My Dark Romeo: Chapter 52
“I met Morgan at Monica’s summer party in our Hamptons house.”
Romeo reclined on the other end of my rug, rotating the simple wedding band on his finger. He never took it off. Not once since we’d exchanged vows.
I always assumed he sought the perks of his good-boy reputation. Not what was right in front of me—Romeo Costa was loyal to a fault.
“She was the au pair for a couple across the street. A charming Midwestern ballerina. Blonde, beautiful, bewitching. She attended Juilliard on a full ride and had a dimpled smile and impeccable manners. And she was great with kids. Very endearing.”
He picked up his tumbler, twirling the tawny liquid. Specks of gold shimmered inside it. He studied them with a deep frown.
“I was twenty-one. She was nineteen. I was rich. She was…not. It didn’t matter to me then. It doesn’t matter to me now. But as soon as Senior caught me looking her way, he informed me blue blood doesn’t mix well with that of mere mortals. ‘Treat her like the ocean, Son. A few dips won’t hurt—but don’t go in too deep.’ I ignored him. And what started as giving her rides after she clocked out for the day quickly escalated to sex in my back seat, skinny-dipping in the ocean, and talking from night till morning until our mouths dried.”
Jealousy clasped my gut in its tight fist, twisting it painfully.
This unattainable, larger-than-life creature who’d strode into a ballroom months ago, able to have his pick of every available girl at the event, had boyishly courted an ordinary girl.
One whose daddy didn’t own a key American company and whose last name didn’t open doors.
He sipped his drink, still staring at the wall. “By the time summer ended, it was clear Morgan and I weren’t a seasonal fling. She quit Juilliard to move in with me while I finished my degree. A move Senior had anticipated. He claimed women of her pedigree could never stand toe to toe with men like us. That Morgan was too blinded by my fortune to be my equal. I refused to take love tips from a man who notoriously cheated on my mother my entire life.” The flex of his jaw told me he regretted not listening to the advice. “At any rate, Morgan moved in with me, and Senior fumed.”
I knew where this was going. I tucked my legs under my butt, gulping down whisky to calm my nerves.
“Morgan slipped effortlessly into a life of luxury. While I attended classes, she shopped, got her hair done, worked out, and stepped into the role of a trophy wife. Only we weren’t married yet. Not even engaged. And that was a problem for her.”
A wry smirk touched his lips as though he remembered something particularly unpleasant.
“She waited until I graduated before she told me she expected me to propose.”
“You were so young.”
He shot me a glance. “Still older than you are today.”
I knew in that moment he regretted taking me against my will. Which, sadly, only made my stomach churn further.
I couldn’t imagine losing him, even if he was never truly mine.

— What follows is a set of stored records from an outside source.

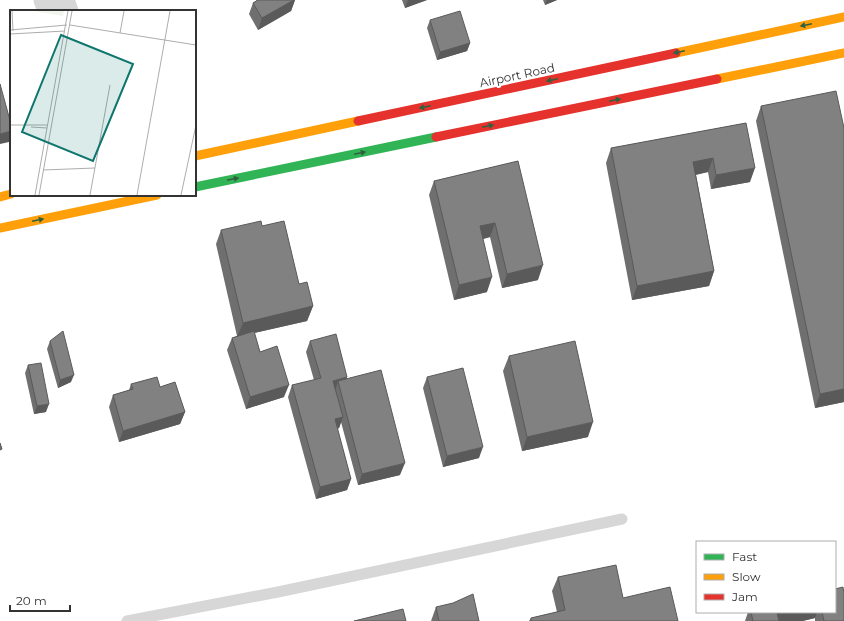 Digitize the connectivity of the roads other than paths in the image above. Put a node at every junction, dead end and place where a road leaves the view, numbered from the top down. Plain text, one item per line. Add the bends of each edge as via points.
1 (44, 0) edge
2 (64, 0) edge
3 (48, 10) edge
4 (68, 10) edge
5 (844, 17) edge
6 (844, 53) edge
7 (196, 156) edge
8 (196, 187) edge
9 (10, 194) edge
10 (152, 196) edge
11 (0, 197) edge
12 (0, 228) edge
13 (622, 519) dead end
14 (127, 621) edge

1 - 3 street
2 - 4 street
5 -> 7 main road, Airport Road
8 -> 6 main road
9 - 11 main road
12 -> 10 main road
13 - 14 lane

“I was born to be a wife and a mother.” I crawled to him, skimming his knuckles. Although he didn’t pull away, he also didn’t lace his fingers through mine as I wished. “I know it sounds old-fashioned and small-world. But we cannot help the things we desire. Please, carry on.”
He worked his jaw, palming it in his free hand. “I was ready to propose. I knew I loved her, flaws be damned. God knows I had my own. When I notified him of my intentions, Senior blew a gasket. He informed me he wanted me to marry. But on his terms. Someone he could flaunt. A woman with an influential last name who would bring her own fortune to the table and make us even richer.”
A woman like me.
I knew I was never my husband’s choice. That I was convenient because I once belonged to Madison and wielded acceptable lineage, but the reminder sliced through me with a blade so sharp, I could feel the burn on my skin.
“Senior told me it was time to face reality. He even suggested I pick up with her again after marrying a suitable girl. I believe his words were—everyone does it, Sonny. Monogamy is an upper-class creation to oppress the middle class. We needn’t adhere to it. Monica, herself, came from a very wealthy family. Her parents footed the bill whenever Costa Industries needed outside capital. To Senior, a marriage that didn’t include a business contract was utterly pointless.”
I withdrew from his knuckles. “But you didn’t listen to him.”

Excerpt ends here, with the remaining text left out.